◆ Provided data ◆
^^^^^^^^
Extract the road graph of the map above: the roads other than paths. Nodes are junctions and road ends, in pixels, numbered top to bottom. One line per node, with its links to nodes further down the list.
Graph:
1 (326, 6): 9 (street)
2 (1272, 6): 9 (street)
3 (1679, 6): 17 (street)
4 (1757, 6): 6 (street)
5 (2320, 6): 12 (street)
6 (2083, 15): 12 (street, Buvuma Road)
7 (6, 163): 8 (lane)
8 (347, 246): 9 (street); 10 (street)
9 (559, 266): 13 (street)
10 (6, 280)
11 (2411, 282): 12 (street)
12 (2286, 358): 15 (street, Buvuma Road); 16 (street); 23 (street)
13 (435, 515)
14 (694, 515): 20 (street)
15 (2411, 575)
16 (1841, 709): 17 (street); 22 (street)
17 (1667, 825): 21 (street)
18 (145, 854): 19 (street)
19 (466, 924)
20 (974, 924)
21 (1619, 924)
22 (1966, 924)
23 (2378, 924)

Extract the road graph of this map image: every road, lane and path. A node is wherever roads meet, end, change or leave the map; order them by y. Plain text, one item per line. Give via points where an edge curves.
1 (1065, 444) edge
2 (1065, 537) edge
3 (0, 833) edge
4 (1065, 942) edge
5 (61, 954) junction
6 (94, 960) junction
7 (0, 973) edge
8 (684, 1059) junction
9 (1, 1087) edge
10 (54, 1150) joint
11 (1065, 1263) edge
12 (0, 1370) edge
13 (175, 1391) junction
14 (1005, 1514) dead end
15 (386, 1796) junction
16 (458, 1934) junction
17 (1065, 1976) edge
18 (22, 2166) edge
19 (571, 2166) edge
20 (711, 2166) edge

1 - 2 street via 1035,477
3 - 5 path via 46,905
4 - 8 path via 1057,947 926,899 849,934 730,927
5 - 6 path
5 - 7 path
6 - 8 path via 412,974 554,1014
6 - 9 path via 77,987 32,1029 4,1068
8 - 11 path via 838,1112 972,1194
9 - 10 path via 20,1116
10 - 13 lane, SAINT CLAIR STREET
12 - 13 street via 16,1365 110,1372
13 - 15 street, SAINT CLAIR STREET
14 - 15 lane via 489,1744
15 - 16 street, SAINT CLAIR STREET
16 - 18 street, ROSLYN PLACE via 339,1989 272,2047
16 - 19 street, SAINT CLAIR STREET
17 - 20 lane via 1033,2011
^^^^^^^^
◆ Description of the task ◆
Reproduce the entire listing so that it matches the original in every line.

◆ Solution for this task ◆
Extract the road graph of the map above: the roads other than paths. Nodes are junctions and road ends, in pixels, numbered top to bottom. One line per node, with its links to nodes further down the list.
Graph:
1 (326, 6): 9 (street)
2 (1272, 6): 9 (street)
3 (1679, 6): 17 (street)
4 (1757, 6): 6 (street)
5 (2320, 6): 12 (street)
6 (2083, 15): 12 (street, Buvuma Road)
7 (6, 163): 8 (lane)
8 (347, 246): 9 (street); 10 (street)
9 (559, 266): 13 (street)
10 (6, 280)
11 (2411, 282): 12 (street)
12 (2286, 358): 15 (street, Buvuma Road); 16 (street); 23 (street)
13 (435, 515)
14 (694, 515): 20 (street)
15 (2411, 575)
16 (1841, 709): 17 (street); 22 (street)
17 (1667, 825): 21 (street)
18 (145, 854): 19 (street)
19 (466, 924)
20 (974, 924)
21 (1619, 924)
22 (1966, 924)
23 (2378, 924)

Extract the road graph of this map image: every road, lane and path. A node is wherever roads meet, end, change or leave the map; order them by y. Plain text, one item per line. Give via points where an edge curves.
1 (1065, 444) edge
2 (1065, 537) edge
3 (0, 833) edge
4 (1065, 942) edge
5 (61, 954) junction
6 (94, 960) junction
7 (0, 973) edge
8 (684, 1059) junction
9 (1, 1087) edge
10 (54, 1150) joint
11 (1065, 1263) edge
12 (0, 1370) edge
13 (175, 1391) junction
14 (1005, 1514) dead end
15 (386, 1796) junction
16 (458, 1934) junction
17 (1065, 1976) edge
18 (22, 2166) edge
19 (571, 2166) edge
20 (711, 2166) edge

1 - 2 street via 1035,477
3 - 5 path via 46,905
4 - 8 path via 1057,947 926,899 849,934 730,927
5 - 6 path
5 - 7 path
6 - 8 path via 412,974 554,1014
6 - 9 path via 77,987 32,1029 4,1068
8 - 11 path via 838,1112 972,1194
9 - 10 path via 20,1116
10 - 13 lane, SAINT CLAIR STREET
12 - 13 street via 16,1365 110,1372
13 - 15 street, SAINT CLAIR STREET
14 - 15 lane via 489,1744
15 - 16 street, SAINT CLAIR STREET
16 - 18 street, ROSLYN PLACE via 339,1989 272,2047
16 - 19 street, SAINT CLAIR STREET
17 - 20 lane via 1033,2011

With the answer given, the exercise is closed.